For as long as I have been practicing yoga I have been internal rotation of the shoulders. This was not intentional however in my attempt to keep my arms straight and “shoulders away from the ears” I would internally rotate my shoulders. Recently while I was in adho mukha svanasana my instructor corrected my shoulder rotation. This simple adjustment to a external rotation of the shoulders has eased not on the pain in my upper body but also in my spin. With an external shoulder rotation, extension at my back was easier and more comfortable. It is incredible to feel such a difference with one minor adjustment.
It really is amazing how the right instruction can lead to such a different feeling in any position. I find something new in my down dog nearly every time I do it. I keep finding ways to create more space and lengthen my sides and spine while taking weight out of my hands and feet and up to the sky. Rotating the triceps forward, as I was instructed to do today, while lifting my arches and ankle bones gave me a completely new sense of down dog, and every day I look forward to even more room to play in Adho Mukha Svanasana.
It seems like such a simple adjustment to externally rotate the shoulders during downward dog, however most people new to yoga believe that the shoulders should be in neutral. People straighten or internally rotate their shoulders and hyperextend their elbows and misplace their upper extremities in order to match the images they want to emulate.
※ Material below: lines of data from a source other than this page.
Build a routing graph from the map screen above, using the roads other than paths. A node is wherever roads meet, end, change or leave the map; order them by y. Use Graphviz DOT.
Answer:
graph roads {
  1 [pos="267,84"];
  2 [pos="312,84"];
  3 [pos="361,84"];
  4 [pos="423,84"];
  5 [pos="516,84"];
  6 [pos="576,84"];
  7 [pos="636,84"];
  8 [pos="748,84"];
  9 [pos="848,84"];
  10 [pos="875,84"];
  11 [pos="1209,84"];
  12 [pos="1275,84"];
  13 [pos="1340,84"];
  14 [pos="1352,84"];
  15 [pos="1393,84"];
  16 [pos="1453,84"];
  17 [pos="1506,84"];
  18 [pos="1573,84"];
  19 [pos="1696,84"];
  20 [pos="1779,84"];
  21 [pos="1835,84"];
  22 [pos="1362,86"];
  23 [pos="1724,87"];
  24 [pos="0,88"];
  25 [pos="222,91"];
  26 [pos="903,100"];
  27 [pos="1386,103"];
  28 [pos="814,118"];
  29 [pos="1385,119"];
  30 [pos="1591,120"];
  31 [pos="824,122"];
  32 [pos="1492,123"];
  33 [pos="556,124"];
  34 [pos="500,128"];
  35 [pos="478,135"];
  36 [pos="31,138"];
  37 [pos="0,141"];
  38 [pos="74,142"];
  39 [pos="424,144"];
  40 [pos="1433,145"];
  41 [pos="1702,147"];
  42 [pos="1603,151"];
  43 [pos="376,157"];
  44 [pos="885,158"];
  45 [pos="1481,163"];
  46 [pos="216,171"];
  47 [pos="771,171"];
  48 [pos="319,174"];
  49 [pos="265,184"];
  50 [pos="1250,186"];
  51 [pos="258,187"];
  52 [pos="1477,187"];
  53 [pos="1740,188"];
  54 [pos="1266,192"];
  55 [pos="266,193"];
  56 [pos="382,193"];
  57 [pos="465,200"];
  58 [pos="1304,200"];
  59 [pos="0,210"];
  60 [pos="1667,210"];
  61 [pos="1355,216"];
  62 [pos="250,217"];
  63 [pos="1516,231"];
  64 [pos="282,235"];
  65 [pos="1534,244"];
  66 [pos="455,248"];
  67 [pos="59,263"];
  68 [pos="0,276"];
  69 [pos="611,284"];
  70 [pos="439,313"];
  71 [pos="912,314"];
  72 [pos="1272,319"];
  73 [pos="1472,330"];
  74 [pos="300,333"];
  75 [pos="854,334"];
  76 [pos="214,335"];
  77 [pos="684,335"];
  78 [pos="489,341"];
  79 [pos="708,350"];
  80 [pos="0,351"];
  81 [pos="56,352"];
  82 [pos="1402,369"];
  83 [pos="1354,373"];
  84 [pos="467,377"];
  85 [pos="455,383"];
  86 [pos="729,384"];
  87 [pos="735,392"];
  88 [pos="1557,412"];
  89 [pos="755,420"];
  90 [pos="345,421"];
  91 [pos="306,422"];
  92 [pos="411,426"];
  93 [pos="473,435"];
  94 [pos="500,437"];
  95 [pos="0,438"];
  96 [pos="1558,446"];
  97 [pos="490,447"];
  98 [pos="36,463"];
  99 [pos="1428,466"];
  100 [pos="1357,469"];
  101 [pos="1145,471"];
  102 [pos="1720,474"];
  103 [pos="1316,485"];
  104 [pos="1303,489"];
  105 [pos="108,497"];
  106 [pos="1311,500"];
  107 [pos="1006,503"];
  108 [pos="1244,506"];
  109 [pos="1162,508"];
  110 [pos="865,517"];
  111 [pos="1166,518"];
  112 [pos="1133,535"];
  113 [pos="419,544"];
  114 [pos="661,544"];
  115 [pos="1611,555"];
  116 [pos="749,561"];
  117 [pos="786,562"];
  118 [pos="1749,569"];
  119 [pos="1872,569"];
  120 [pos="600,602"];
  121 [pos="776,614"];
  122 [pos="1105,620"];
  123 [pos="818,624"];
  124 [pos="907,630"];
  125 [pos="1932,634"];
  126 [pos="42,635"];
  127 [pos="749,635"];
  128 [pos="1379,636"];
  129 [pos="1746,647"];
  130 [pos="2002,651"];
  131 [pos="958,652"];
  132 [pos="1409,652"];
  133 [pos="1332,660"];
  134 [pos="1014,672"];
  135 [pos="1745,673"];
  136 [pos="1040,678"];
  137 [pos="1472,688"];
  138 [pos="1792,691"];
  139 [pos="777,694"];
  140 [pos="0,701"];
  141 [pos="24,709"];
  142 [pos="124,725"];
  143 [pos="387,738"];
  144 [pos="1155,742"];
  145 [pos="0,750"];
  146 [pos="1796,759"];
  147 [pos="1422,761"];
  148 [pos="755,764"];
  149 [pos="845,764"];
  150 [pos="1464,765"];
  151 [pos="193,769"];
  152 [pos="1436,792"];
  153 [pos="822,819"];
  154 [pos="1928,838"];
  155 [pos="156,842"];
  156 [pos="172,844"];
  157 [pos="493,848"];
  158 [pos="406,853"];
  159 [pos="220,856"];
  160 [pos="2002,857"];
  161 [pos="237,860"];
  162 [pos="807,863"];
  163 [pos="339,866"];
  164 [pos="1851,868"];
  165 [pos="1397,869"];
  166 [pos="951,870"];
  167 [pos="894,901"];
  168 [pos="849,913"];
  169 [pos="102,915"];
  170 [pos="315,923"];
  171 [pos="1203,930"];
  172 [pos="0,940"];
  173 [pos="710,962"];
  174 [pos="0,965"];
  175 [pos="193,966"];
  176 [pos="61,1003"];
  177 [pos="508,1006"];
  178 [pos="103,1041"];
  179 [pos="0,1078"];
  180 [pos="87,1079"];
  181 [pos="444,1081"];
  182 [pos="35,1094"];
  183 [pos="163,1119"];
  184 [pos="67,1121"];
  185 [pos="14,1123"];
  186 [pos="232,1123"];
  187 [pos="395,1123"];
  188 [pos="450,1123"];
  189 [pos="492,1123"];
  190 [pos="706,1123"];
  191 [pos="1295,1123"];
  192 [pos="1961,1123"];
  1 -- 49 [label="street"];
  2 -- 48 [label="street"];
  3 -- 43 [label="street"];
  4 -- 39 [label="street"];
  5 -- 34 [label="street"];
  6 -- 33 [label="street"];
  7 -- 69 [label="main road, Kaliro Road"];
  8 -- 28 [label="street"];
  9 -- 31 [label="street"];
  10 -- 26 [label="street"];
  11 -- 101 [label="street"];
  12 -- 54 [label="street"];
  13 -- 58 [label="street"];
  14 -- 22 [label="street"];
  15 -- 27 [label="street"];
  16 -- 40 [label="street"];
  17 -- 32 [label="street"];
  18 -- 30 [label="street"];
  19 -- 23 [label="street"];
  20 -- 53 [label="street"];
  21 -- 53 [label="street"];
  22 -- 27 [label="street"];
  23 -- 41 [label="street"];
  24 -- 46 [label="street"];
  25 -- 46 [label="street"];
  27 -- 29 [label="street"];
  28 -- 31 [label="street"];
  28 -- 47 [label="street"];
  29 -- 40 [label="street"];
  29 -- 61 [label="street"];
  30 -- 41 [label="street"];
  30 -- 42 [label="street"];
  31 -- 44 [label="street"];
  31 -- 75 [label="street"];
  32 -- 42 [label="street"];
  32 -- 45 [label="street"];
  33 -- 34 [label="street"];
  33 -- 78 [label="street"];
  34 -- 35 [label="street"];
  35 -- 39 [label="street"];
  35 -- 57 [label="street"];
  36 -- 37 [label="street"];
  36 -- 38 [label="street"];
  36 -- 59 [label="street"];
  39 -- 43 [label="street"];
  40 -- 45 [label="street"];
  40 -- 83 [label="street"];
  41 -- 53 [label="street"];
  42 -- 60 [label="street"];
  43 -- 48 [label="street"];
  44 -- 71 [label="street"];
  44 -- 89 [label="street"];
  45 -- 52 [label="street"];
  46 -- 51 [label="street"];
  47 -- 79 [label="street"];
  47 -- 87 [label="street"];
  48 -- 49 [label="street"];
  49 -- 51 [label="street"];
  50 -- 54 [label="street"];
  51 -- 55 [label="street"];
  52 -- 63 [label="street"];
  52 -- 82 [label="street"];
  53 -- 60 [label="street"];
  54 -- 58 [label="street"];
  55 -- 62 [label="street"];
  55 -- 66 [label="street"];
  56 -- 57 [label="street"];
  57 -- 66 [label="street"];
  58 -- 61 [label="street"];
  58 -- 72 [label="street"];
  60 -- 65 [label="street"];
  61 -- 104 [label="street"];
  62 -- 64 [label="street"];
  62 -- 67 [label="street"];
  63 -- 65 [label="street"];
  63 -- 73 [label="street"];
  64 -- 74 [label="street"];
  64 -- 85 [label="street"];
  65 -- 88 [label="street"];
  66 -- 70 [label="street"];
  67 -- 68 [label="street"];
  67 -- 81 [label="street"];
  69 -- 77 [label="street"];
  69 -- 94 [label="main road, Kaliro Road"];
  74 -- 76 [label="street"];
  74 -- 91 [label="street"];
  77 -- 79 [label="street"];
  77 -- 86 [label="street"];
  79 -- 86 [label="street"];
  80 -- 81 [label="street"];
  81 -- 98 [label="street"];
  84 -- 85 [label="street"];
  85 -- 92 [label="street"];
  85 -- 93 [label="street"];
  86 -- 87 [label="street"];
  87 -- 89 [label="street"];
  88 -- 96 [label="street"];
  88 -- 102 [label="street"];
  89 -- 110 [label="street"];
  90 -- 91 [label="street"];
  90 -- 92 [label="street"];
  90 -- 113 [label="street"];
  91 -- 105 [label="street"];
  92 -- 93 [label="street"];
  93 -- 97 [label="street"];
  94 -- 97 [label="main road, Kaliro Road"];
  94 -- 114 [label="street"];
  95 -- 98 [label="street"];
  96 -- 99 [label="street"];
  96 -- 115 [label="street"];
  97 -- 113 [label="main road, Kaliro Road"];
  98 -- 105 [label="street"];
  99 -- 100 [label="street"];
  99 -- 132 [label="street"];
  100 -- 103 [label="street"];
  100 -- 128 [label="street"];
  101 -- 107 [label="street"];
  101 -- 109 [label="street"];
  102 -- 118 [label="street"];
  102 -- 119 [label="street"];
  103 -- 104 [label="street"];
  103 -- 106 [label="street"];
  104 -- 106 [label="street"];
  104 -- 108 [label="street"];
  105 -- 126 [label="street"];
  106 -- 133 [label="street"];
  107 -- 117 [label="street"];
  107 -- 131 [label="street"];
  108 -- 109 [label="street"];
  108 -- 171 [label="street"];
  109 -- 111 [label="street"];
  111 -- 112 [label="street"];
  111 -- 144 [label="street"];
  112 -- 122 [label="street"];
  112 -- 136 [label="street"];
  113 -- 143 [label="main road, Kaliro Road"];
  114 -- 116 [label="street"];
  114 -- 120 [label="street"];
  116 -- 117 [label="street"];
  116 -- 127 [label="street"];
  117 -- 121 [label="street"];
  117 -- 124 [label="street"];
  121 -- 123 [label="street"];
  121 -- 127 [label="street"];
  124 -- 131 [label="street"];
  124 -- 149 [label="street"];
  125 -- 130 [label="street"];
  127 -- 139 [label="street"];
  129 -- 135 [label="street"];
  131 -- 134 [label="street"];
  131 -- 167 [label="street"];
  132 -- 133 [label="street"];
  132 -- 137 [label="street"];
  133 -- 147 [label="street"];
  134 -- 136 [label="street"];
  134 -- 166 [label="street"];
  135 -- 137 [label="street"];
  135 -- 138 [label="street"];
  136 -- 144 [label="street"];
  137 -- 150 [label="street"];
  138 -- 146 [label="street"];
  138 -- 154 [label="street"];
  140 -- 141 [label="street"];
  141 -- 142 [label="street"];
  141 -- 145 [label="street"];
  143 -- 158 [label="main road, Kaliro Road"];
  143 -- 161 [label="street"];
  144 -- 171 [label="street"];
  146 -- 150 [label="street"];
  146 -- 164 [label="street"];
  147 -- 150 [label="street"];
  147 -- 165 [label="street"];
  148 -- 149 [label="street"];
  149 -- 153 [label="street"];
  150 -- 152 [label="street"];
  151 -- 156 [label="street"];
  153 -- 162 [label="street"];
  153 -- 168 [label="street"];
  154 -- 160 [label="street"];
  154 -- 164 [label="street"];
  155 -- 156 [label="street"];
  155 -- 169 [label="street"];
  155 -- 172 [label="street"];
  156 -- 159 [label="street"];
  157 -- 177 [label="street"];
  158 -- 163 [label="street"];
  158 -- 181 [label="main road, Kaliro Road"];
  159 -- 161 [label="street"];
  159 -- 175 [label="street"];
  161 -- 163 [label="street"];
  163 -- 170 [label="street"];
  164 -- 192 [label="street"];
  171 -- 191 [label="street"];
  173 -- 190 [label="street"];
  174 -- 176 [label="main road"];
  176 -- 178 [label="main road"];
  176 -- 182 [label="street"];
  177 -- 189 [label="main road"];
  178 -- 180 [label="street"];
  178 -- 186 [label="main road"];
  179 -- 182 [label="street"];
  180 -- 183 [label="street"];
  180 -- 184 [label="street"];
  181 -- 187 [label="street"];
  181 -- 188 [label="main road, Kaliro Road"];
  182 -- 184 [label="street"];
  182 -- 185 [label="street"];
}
This happened to me at the very start of my yoga practice, and I started to develop symptoms similar to those of “tennis elbow” or pain on the lateral side of my elbow.
Since I have been instructed to externally rotate my shoulders and understand that alignment is more important than the extension of my muscles, my symptoms have subsided.
I can’t begin to explain the difference it made in my Adho Mukha Svanasana when one of my first yoga teachers told me to externally rotate the upper arm while internally rotating my lower arm. Originally, I couldn’t hold the position long due to tension in my trapezius muscles. The second I made the rotations in my arms, and became mindful of the role my arms could play in the asana, it made a world of difference in my practice.